* [Problem to solve] Return every line from the records below that has the word "結城街道".

* [Supplied information]
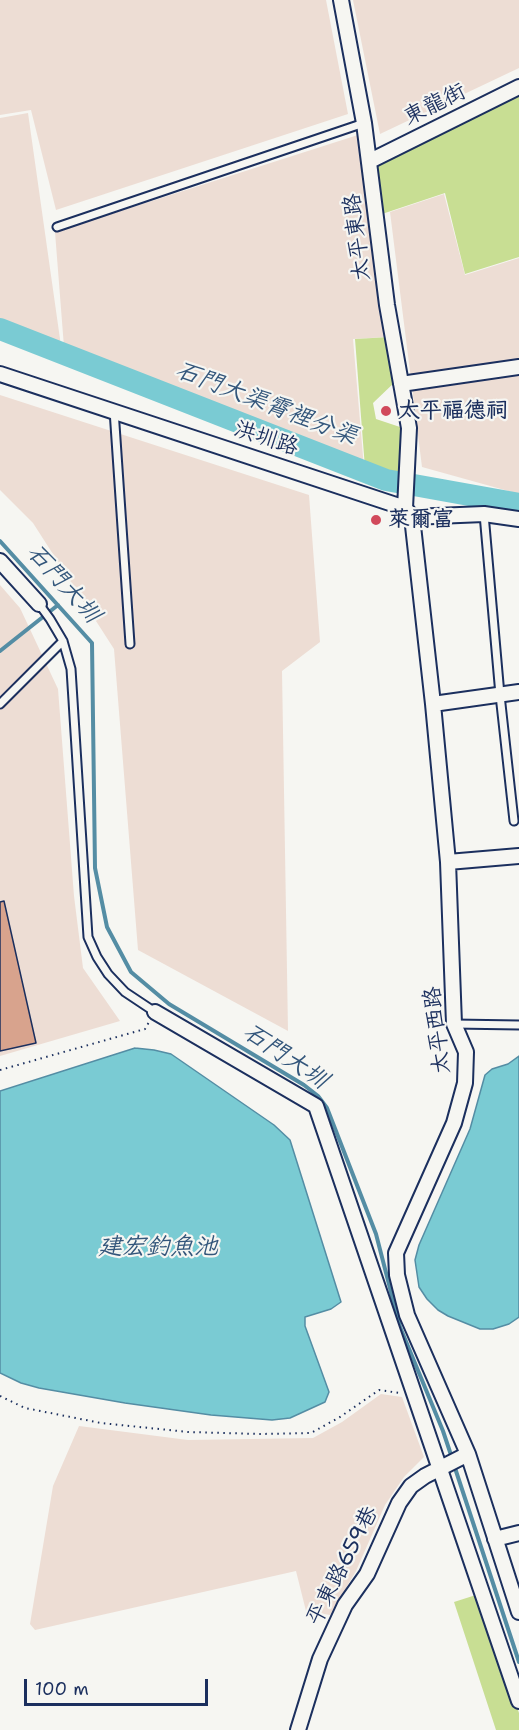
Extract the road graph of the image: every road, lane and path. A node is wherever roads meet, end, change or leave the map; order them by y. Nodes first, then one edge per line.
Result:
1 (341, 0) edge
2 (519, 87) edge
3 (364, 123) junction
4 (370, 161) junction
5 (57, 227) dead end
6 (519, 367) edge
7 (0, 374) edge
8 (401, 384) junction
9 (114, 410) junction
10 (408, 512) junction
11 (484, 514) junction
12 (519, 519) edge
13 (0, 561) edge
14 (39, 604) joint
15 (63, 641) junction
16 (130, 644) dead end
17 (519, 692) edge
18 (500, 694) junction
19 (0, 704) edge
20 (433, 704) junction
21 (514, 821) dead end
22 (519, 856) edge
23 (448, 862) junction
24 (155, 1012) junction
25 (454, 1024) junction
26 (519, 1025) edge
27 (0, 1070) edge
28 (406, 1394) dead end
29 (0, 1396) edge
30 (464, 1456) junction
31 (442, 1467) junction
32 (519, 1533) edge
33 (495, 1539) junction
34 (519, 1612) edge
35 (519, 1701) edge
36 (298, 1730) edge

1 - 3 street, 太平東路
2 - 4 street, 東龍街
3 - 4 street, 太平東路
3 - 5 lane
4 - 8 street, 太平東路
6 - 8 street
7 - 9 street, 洪圳路
8 - 10 street, 太平東路
9 - 10 street, 洪圳路
9 - 16 lane
10 - 11 street, 洪圳路
10 - 20 street, 太平西路
11 - 12 street, 洪圳路
11 - 18 lane
13 - 14 street
14 - 15 lane
15 - 19 lane
15 - 24 lane
17 - 18 street
18 - 20 street
18 - 21 lane
20 - 23 street, 太平西路
22 - 23 street
23 - 25 street, 太平西路
24 - 27 path
24 - 31 street
25 - 26 lane
25 - 30 street, 太平西路
28 - 29 path
30 - 31 street, 平東路659巷
30 - 33 street, 太平西路
31 - 35 street
31 - 36 street, 平東路659巷
32 - 33 street
33 - 34 street, 太平西路

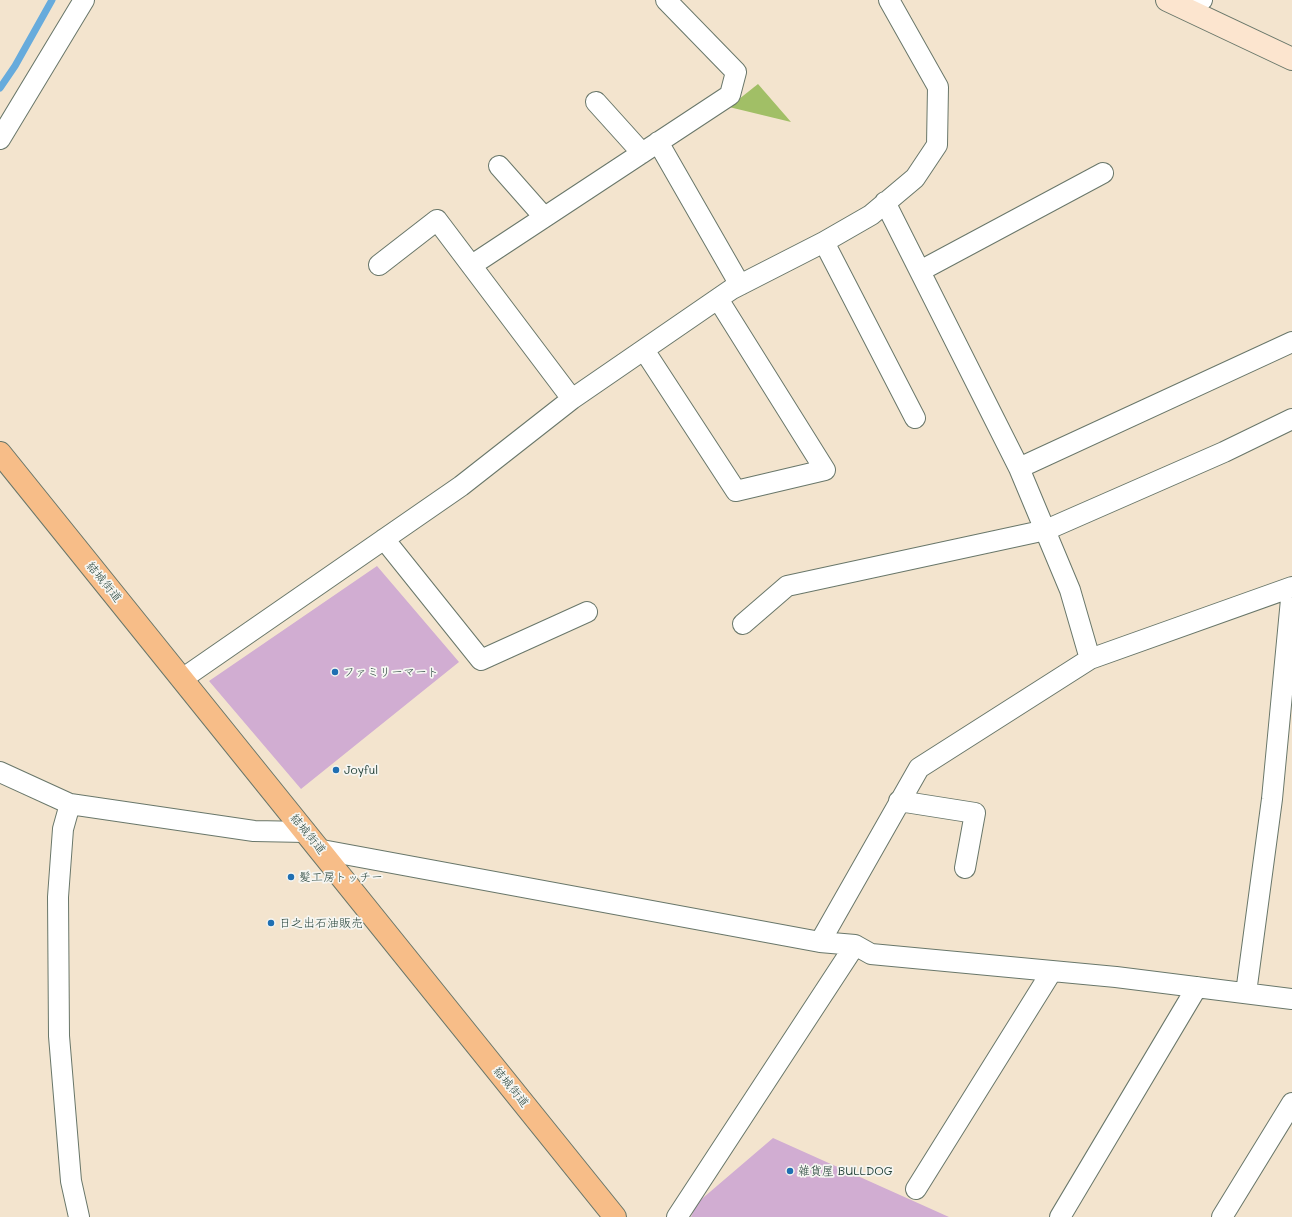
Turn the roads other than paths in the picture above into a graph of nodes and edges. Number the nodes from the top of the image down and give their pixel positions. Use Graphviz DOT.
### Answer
graph roads {
  1 [pos="84,0"];
  2 [pos="666,0"];
  3 [pos="889,0"];
  4 [pos="1167,0"];
  5 [pos="1195,5"];
  6 [pos="1292,58"];
  7 [pos="596,102"];
  8 [pos="0,139"];
  9 [pos="650,148"];
  10 [pos="499,166"];
  11 [pos="1103,173"];
  12 [pos="885,202"];
  13 [pos="544,217"];
  14 [pos="824,242"];
  15 [pos="472,265"];
  16 [pos="379,266"];
  17 [pos="920,271"];
  18 [pos="740,285"];
  19 [pos="718,299"];
  20 [pos="1292,342"];
  21 [pos="644,350"];
  22 [pos="572,399"];
  23 [pos="915,418"];
  24 [pos="1292,419"];
  25 [pos="0,452"];
  26 [pos="1019,468"];
  27 [pos="1046,530"];
  28 [pos="384,539"];
  29 [pos="1292,588"];
  30 [pos="587,612"];
  31 [pos="743,624"];
  32 [pos="1090,659"];
  33 [pos="182,679"];
  34 [pos="0,772"];
  35 [pos="899,801"];
  36 [pos="70,804"];
  37 [pos="306,832"];
  38 [pos="322,850"];
  39 [pos="966,868"];
  40 [pos="820,942"];
  41 [pos="855,945"];
  42 [pos="1052,971"];
  43 [pos="1198,987"];
  44 [pos="1246,993"];
  45 [pos="1292,1000"];
  46 [pos="1292,1103"];
  47 [pos="916,1189"];
  48 [pos="79,1217"];
  49 [pos="615,1217"];
  50 [pos="678,1217"];
  51 [pos="1060,1217"];
  52 [pos="1222,1217"];
  1 -- 8 [label="street"];
  2 -- 9 [label="street"];
  3 -- 12 [label="street"];
  4 -- 5 [label="street"];
  5 -- 6 [label="street"];
  7 -- 9 [label="street"];
  9 -- 13 [label="street"];
  9 -- 18 [label="street"];
  10 -- 13 [label="street"];
  11 -- 17 [label="street"];
  12 -- 14 [label="street"];
  12 -- 17 [label="street"];
  13 -- 15 [label="street"];
  14 -- 18 [label="street"];
  14 -- 23 [label="street"];
  15 -- 16 [label="street"];
  15 -- 22 [label="street"];
  17 -- 26 [label="street"];
  18 -- 19 [label="street"];
  19 -- 21 [label="street"];
  19 -- 21 [label="street"];
  20 -- 26 [label="street"];
  21 -- 22 [label="street"];
  22 -- 28 [label="street"];
  24 -- 27 [label="street"];
  25 -- 33 [label="highway, 結城街道"];
  26 -- 27 [label="street"];
  27 -- 31 [label="street"];
  27 -- 32 [label="street"];
  28 -- 30 [label="street"];
  28 -- 33 [label="street"];
  29 -- 32 [label="street"];
  29 -- 44 [label="street"];
  32 -- 35 [label="street"];
  33 -- 37 [label="highway, 結城街道"];
  34 -- 36 [label="street"];
  35 -- 39 [label="street"];
  35 -- 40 [label="street"];
  36 -- 37 [label="street"];
  36 -- 48 [label="street"];
  37 -- 38 [label="highway, 結城街道"];
  38 -- 40 [label="street"];
  38 -- 49 [label="highway, 結城街道"];
  40 -- 41 [label="street"];
  41 -- 42 [label="street"];
  41 -- 50 [label="street"];
  42 -- 43 [label="street"];
  42 -- 47 [label="street"];
  43 -- 44 [label="street"];
  43 -- 51 [label="street"];
  44 -- 45 [label="street"];
  46 -- 52 [label="street"];
}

* [Completed exercise]
  25 -- 33 [label="highway, 結城街道"];
  33 -- 37 [label="highway, 結城街道"];
  37 -- 38 [label="highway, 結城街道"];
  38 -- 49 [label="highway, 結城街道"];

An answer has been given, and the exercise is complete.